→ The problem
The output must match the lines from the first line of the listing below through the line holding "ring mcp: (876, 813)" exactly and must contain no pictures.

→ Recorded information
........

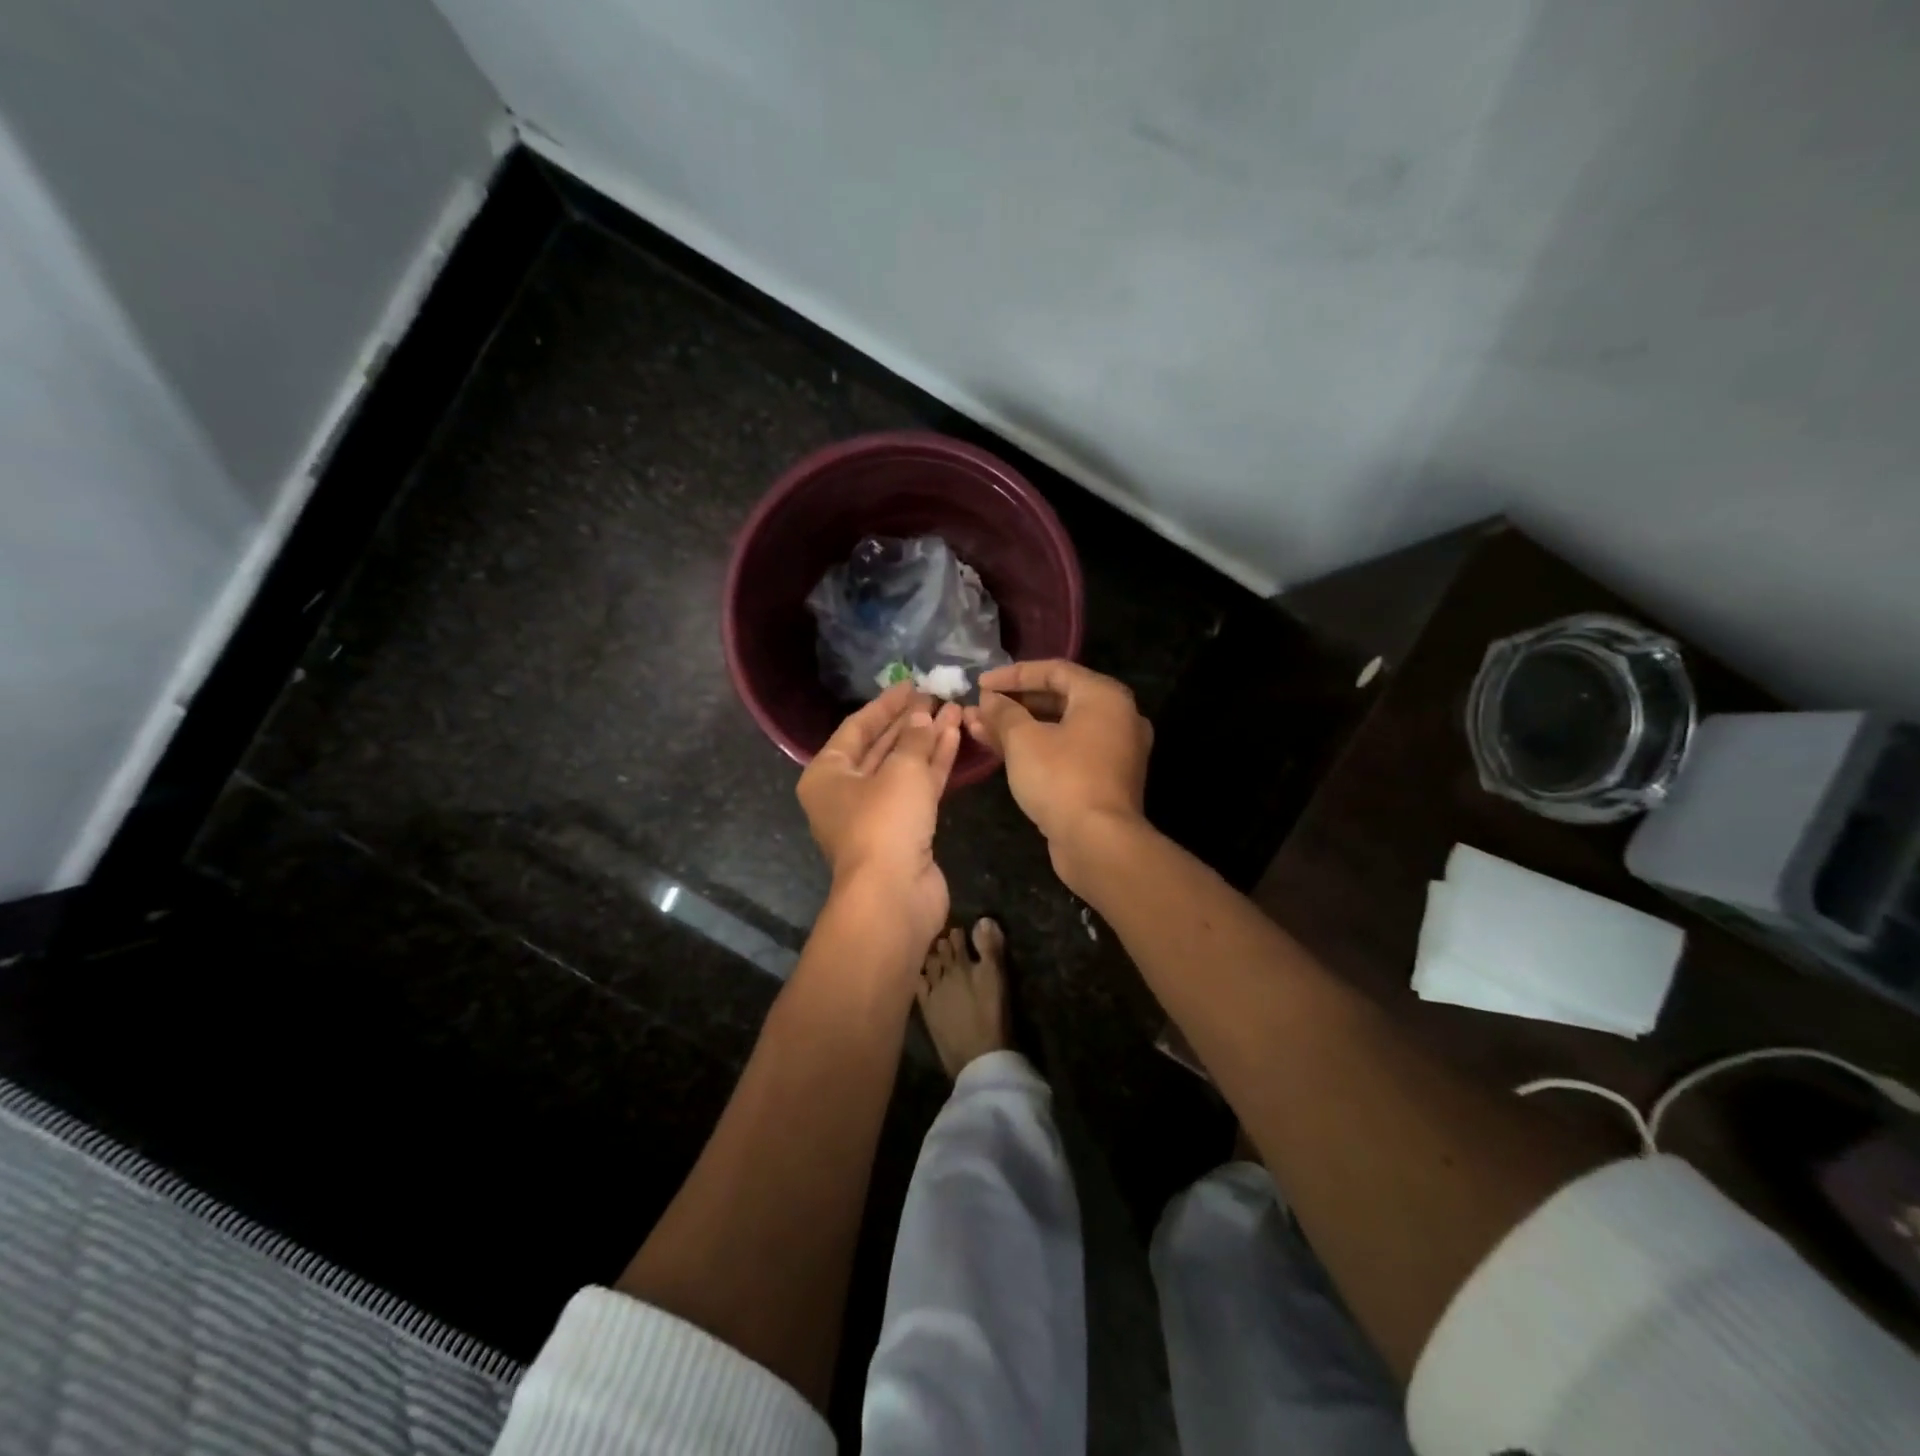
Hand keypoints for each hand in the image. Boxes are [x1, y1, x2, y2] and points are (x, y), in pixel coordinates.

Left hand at [798, 683, 962, 945]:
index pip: (857, 727)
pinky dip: (935, 765)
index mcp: (827, 774)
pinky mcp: (904, 830)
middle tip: (936, 696)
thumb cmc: (884, 822)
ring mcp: (876, 813)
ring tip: (954, 710)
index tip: (911, 684)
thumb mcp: (900, 771)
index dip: (885, 704)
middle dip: (909, 722)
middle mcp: (846, 792)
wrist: (893, 895)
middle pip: (880, 746)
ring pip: (903, 768)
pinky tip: (956, 738)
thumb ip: (914, 738)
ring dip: (927, 740)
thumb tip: (923, 717)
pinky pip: (918, 789)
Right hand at [964, 660, 1152, 871]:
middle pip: (1059, 699)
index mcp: (1105, 696)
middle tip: (981, 707)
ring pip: (1061, 728)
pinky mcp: (1107, 780)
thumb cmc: (1061, 779)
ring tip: (980, 729)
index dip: (1013, 675)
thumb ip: (1003, 713)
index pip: (1054, 670)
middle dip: (1014, 704)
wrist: (1098, 843)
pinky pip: (1068, 752)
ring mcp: (1115, 751)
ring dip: (1021, 728)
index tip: (980, 684)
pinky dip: (1039, 748)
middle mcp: (1118, 718)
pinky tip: (1003, 752)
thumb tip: (987, 700)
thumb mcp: (1023, 740)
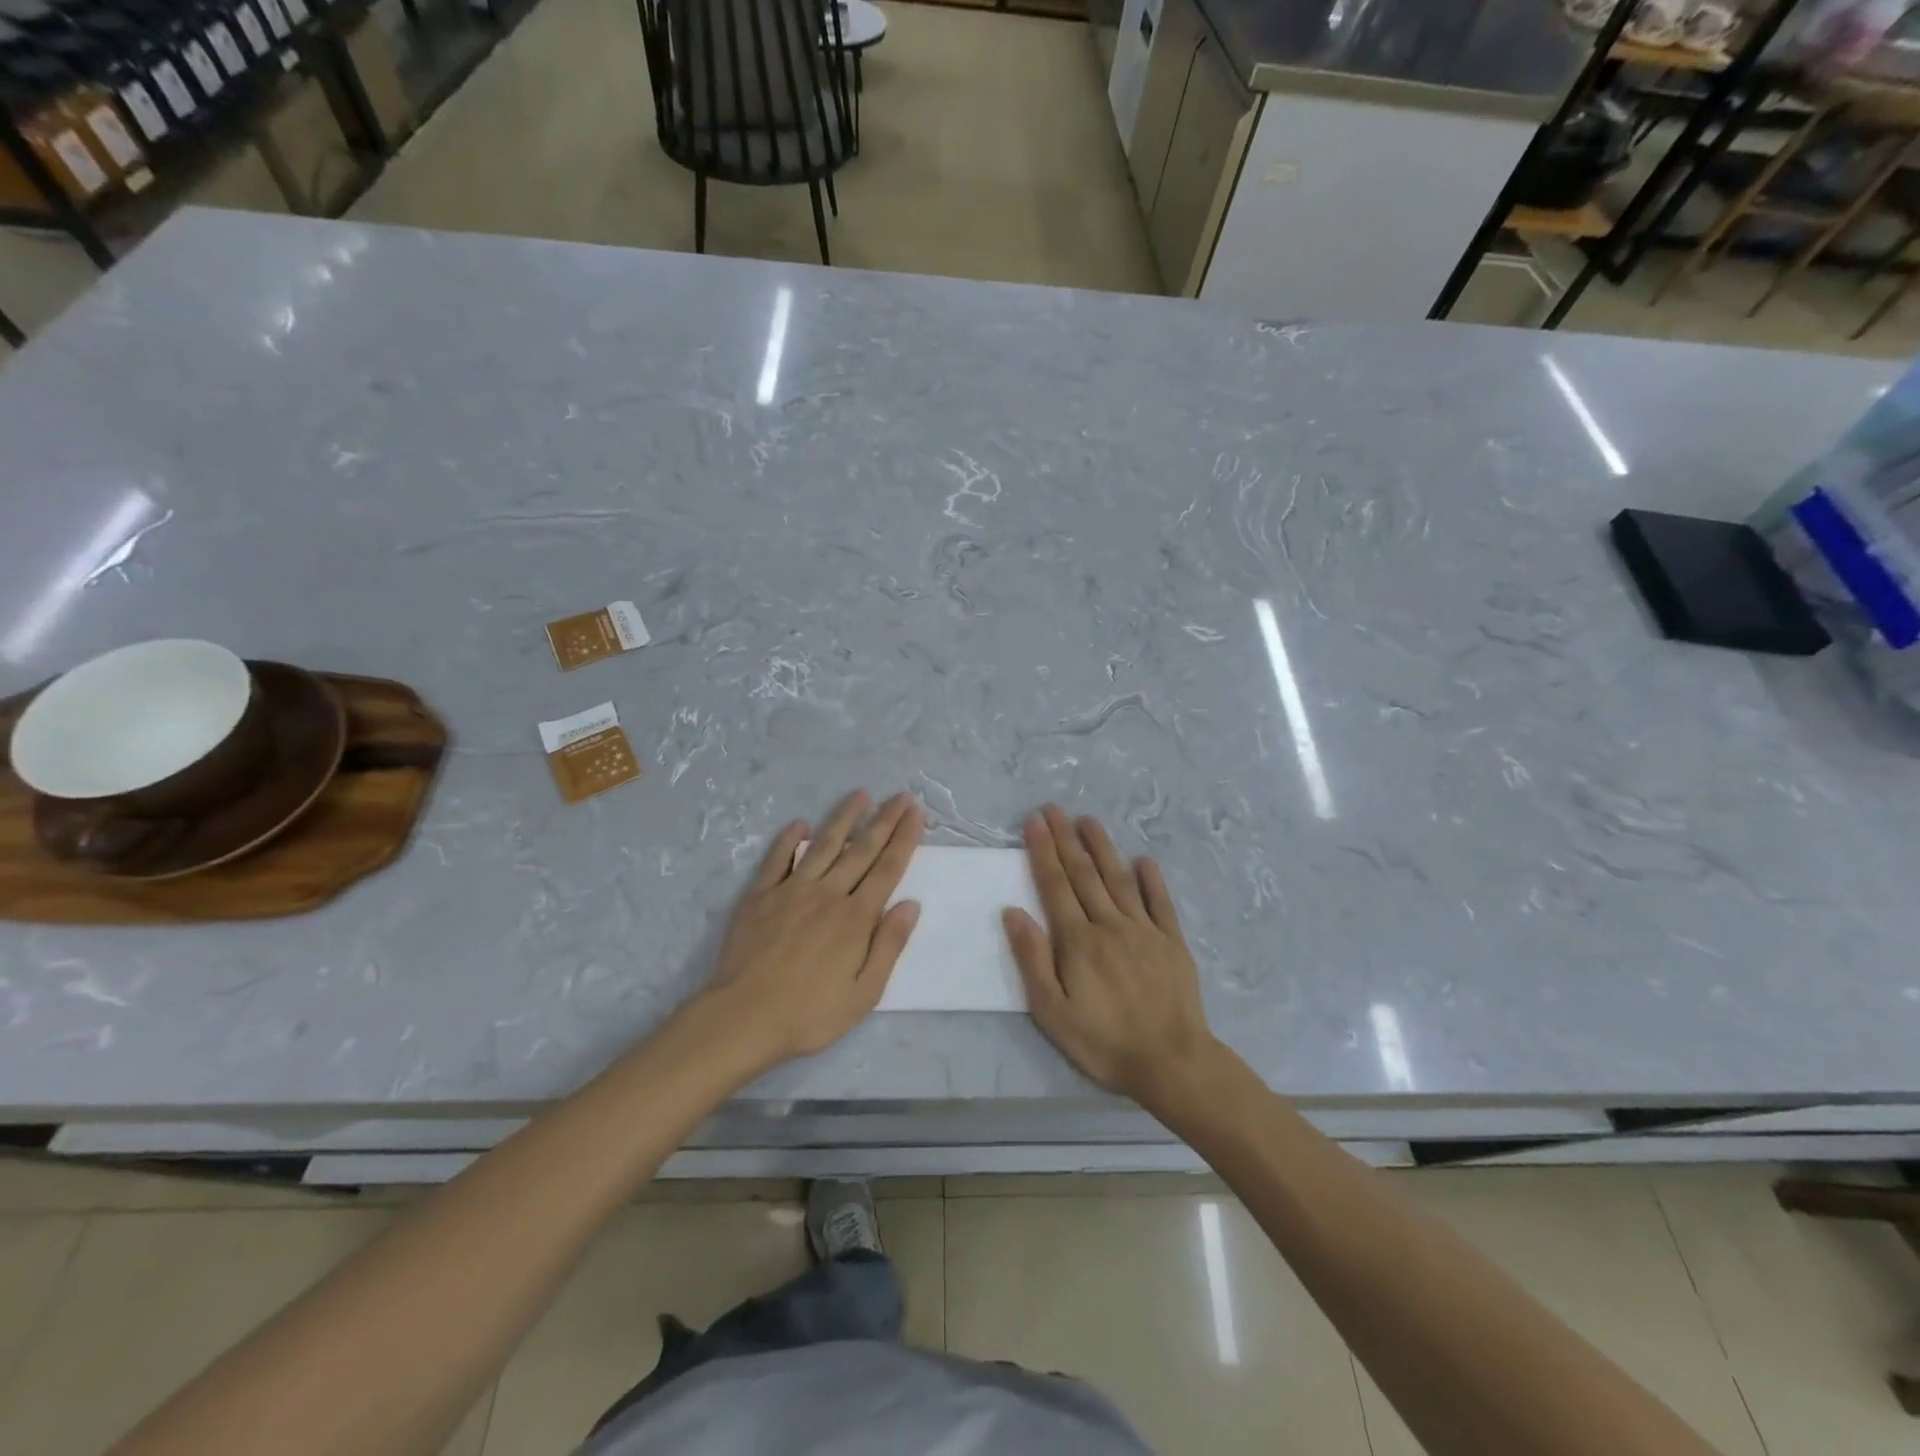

........

→ Answer for the task
Hand keypoints for each hand in the image. Boxes are [x1, y1, x2, y2] and points are (x, y), in pixel coordinates.

Left hand at [798, 683, 962, 945]:
index pip: (857, 727)
pinky dip: (935, 765)
index mcp: (827, 774)
pinky mcp: (904, 830)
middle tip: (936, 696)
thumb cmc: (884, 822)
ring mcp: (876, 813)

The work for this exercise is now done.